**SUPPLIED INFORMATION:**
== Segment start ==

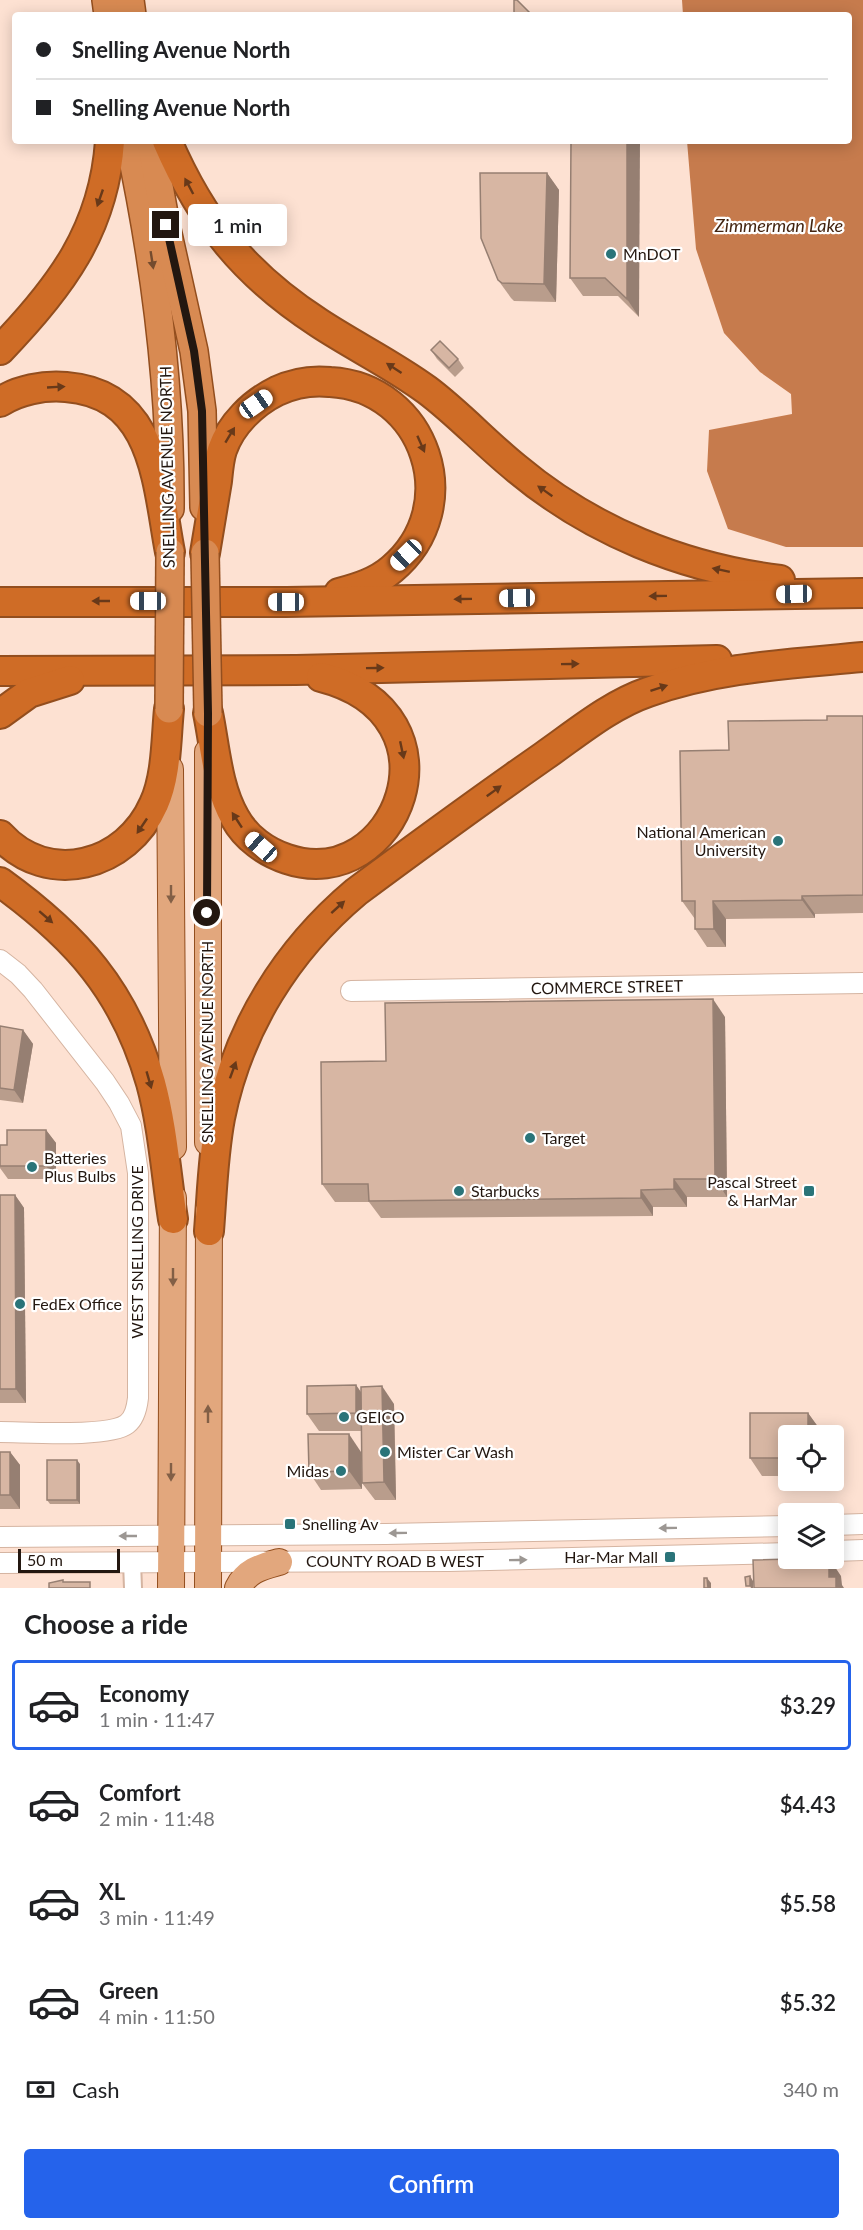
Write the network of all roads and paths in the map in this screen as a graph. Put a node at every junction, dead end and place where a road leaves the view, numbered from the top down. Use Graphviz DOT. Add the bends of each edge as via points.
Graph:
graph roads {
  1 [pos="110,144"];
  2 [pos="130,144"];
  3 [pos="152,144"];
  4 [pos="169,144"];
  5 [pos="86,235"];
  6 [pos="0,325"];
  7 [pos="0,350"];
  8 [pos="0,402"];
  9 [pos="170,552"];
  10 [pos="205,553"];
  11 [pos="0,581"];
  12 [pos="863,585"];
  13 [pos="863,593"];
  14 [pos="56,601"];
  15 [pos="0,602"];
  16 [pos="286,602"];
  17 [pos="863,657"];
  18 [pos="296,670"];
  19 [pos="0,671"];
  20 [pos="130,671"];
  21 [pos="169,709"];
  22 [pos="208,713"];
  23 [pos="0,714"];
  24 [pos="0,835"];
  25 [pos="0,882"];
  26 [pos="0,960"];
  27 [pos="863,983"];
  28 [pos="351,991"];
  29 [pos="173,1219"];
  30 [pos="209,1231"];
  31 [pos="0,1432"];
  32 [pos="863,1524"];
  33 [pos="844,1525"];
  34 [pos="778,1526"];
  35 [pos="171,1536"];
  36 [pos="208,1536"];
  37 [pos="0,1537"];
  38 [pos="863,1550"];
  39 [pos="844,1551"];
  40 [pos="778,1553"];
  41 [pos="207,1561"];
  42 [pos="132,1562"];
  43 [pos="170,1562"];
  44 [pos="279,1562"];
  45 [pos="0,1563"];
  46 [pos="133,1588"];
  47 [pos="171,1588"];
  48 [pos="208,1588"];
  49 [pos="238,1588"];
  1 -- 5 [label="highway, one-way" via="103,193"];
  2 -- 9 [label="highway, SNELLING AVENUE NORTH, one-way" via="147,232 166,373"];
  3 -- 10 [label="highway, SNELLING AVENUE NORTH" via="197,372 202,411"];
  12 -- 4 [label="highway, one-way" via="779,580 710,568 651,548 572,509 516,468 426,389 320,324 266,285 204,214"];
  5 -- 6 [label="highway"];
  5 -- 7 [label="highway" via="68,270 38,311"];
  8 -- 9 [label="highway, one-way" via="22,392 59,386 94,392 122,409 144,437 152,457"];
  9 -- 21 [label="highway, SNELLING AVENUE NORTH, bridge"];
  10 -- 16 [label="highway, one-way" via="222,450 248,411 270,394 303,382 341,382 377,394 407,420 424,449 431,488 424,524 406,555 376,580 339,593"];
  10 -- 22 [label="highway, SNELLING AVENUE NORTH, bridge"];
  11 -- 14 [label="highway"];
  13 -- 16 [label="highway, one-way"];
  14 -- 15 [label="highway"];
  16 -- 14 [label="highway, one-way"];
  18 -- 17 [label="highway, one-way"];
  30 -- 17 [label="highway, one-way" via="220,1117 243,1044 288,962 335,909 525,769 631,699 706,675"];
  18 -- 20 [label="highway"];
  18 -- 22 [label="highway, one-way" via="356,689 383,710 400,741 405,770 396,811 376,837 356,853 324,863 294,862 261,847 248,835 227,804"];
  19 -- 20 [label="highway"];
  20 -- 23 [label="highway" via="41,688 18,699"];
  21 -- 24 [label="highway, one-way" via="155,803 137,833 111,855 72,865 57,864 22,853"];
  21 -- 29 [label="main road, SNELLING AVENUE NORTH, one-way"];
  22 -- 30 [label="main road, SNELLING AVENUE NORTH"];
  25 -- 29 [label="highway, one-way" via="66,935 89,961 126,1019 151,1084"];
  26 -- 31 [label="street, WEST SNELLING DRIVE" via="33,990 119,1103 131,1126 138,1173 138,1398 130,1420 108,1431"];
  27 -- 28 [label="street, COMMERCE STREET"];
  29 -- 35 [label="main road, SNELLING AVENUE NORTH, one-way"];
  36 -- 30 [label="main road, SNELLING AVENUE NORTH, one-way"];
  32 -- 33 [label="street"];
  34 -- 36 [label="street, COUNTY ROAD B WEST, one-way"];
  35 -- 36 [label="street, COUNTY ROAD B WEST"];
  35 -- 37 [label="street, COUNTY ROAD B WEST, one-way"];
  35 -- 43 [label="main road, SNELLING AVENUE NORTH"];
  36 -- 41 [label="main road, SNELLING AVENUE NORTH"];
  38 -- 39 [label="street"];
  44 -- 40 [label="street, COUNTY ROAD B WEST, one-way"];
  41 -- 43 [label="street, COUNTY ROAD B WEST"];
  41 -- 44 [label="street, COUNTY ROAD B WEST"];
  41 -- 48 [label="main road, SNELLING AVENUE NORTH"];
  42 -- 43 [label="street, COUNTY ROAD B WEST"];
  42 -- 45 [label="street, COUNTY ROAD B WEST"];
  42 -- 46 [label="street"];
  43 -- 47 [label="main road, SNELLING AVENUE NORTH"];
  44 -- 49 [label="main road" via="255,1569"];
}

== Segment end ==

**EXERCISE:**
The entries above need to be repeated word for word, minus their pictures.

**RESULT FOR THIS TASK:**
Write the network of all roads and paths in the map in this screen as a graph. Put a node at every junction, dead end and place where a road leaves the view, numbered from the top down. Use Graphviz DOT. Add the bends of each edge as via points.
Graph:
graph roads {
  1 [pos="110,144"];
  2 [pos="130,144"];
  3 [pos="152,144"];
  4 [pos="169,144"];
  5 [pos="86,235"];
  6 [pos="0,325"];
  7 [pos="0,350"];
  8 [pos="0,402"];
  9 [pos="170,552"];
  10 [pos="205,553"];
  11 [pos="0,581"];
  12 [pos="863,585"];
  13 [pos="863,593"];
  14 [pos="56,601"];
  15 [pos="0,602"];
  16 [pos="286,602"];
  17 [pos="863,657"];
  18 [pos="296,670"];
  19 [pos="0,671"];
  20 [pos="130,671"];
  21 [pos="169,709"];
  22 [pos="208,713"];
  23 [pos="0,714"];
  24 [pos="0,835"];
  25 [pos="0,882"];
  26 [pos="0,960"];
  27 [pos="863,983"];
  28 [pos="351,991"];
  29 [pos="173,1219"];
  30 [pos="209,1231"];
  31 [pos="0,1432"];
  32 [pos="863,1524"];
  33 [pos="844,1525"];
  34 [pos="778,1526"];
  35 [pos="171,1536"];
  36 [pos="208,1536"];
  37 [pos="0,1537"];
  38 [pos="863,1550"];
  39 [pos="844,1551"];
  40 [pos="778,1553"];
  41 [pos="207,1561"];
  42 [pos="132,1562"];
  43 [pos="170,1562"];
  44 [pos="279,1562"];
  45 [pos="0,1563"];
  46 [pos="133,1588"];
  47 [pos="171,1588"];
  48 [pos="208,1588"];
  49 [pos="238,1588"];
  1 -- 5 [label="highway, one-way" via="103,193"];
  2 -- 9 [label="highway, SNELLING AVENUE NORTH, one-way" via="147,232 166,373"];
  3 -- 10 [label="highway, SNELLING AVENUE NORTH" via="197,372 202,411"];
  12 -- 4 [label="highway, one-way" via="779,580 710,568 651,548 572,509 516,468 426,389 320,324 266,285 204,214"];
  5 -- 6 [label="highway"];
  5 -- 7 [label="highway" via="68,270 38,311"];
  8 -- 9 [label="highway, one-way" via="22,392 59,386 94,392 122,409 144,437 152,457"];
  9 -- 21 [label="highway, SNELLING AVENUE NORTH, bridge"];
  10 -- 16 [label="highway, one-way" via="222,450 248,411 270,394 303,382 341,382 377,394 407,420 424,449 431,488 424,524 406,555 376,580 339,593"];
  10 -- 22 [label="highway, SNELLING AVENUE NORTH, bridge"];
  11 -- 14 [label="highway"];
  13 -- 16 [label="highway, one-way"];
  14 -- 15 [label="highway"];
  16 -- 14 [label="highway, one-way"];
  18 -- 17 [label="highway, one-way"];
  30 -- 17 [label="highway, one-way" via="220,1117 243,1044 288,962 335,909 525,769 631,699 706,675"];
  18 -- 20 [label="highway"];
  18 -- 22 [label="highway, one-way" via="356,689 383,710 400,741 405,770 396,811 376,837 356,853 324,863 294,862 261,847 248,835 227,804"];
  19 -- 20 [label="highway"];
  20 -- 23 [label="highway" via="41,688 18,699"];
  21 -- 24 [label="highway, one-way" via="155,803 137,833 111,855 72,865 57,864 22,853"];
  21 -- 29 [label="main road, SNELLING AVENUE NORTH, one-way"];
  22 -- 30 [label="main road, SNELLING AVENUE NORTH"];
  25 -- 29 [label="highway, one-way" via="66,935 89,961 126,1019 151,1084"];
  26 -- 31 [label="street, WEST SNELLING DRIVE" via="33,990 119,1103 131,1126 138,1173 138,1398 130,1420 108,1431"];
  27 -- 28 [label="street, COMMERCE STREET"];
  29 -- 35 [label="main road, SNELLING AVENUE NORTH, one-way"];
  36 -- 30 [label="main road, SNELLING AVENUE NORTH, one-way"];
  32 -- 33 [label="street"];
  34 -- 36 [label="street, COUNTY ROAD B WEST, one-way"];
  35 -- 36 [label="street, COUNTY ROAD B WEST"];
  35 -- 37 [label="street, COUNTY ROAD B WEST, one-way"];
  35 -- 43 [label="main road, SNELLING AVENUE NORTH"];
  36 -- 41 [label="main road, SNELLING AVENUE NORTH"];
  38 -- 39 [label="street"];
  44 -- 40 [label="street, COUNTY ROAD B WEST, one-way"];
  41 -- 43 [label="street, COUNTY ROAD B WEST"];
  41 -- 44 [label="street, COUNTY ROAD B WEST"];
  41 -- 48 [label="main road, SNELLING AVENUE NORTH"];
  42 -- 43 [label="street, COUNTY ROAD B WEST"];
  42 -- 45 [label="street, COUNTY ROAD B WEST"];
  42 -- 46 [label="street"];
  43 -- 47 [label="main road, SNELLING AVENUE NORTH"];
  44 -- 49 [label="main road" via="255,1569"];
}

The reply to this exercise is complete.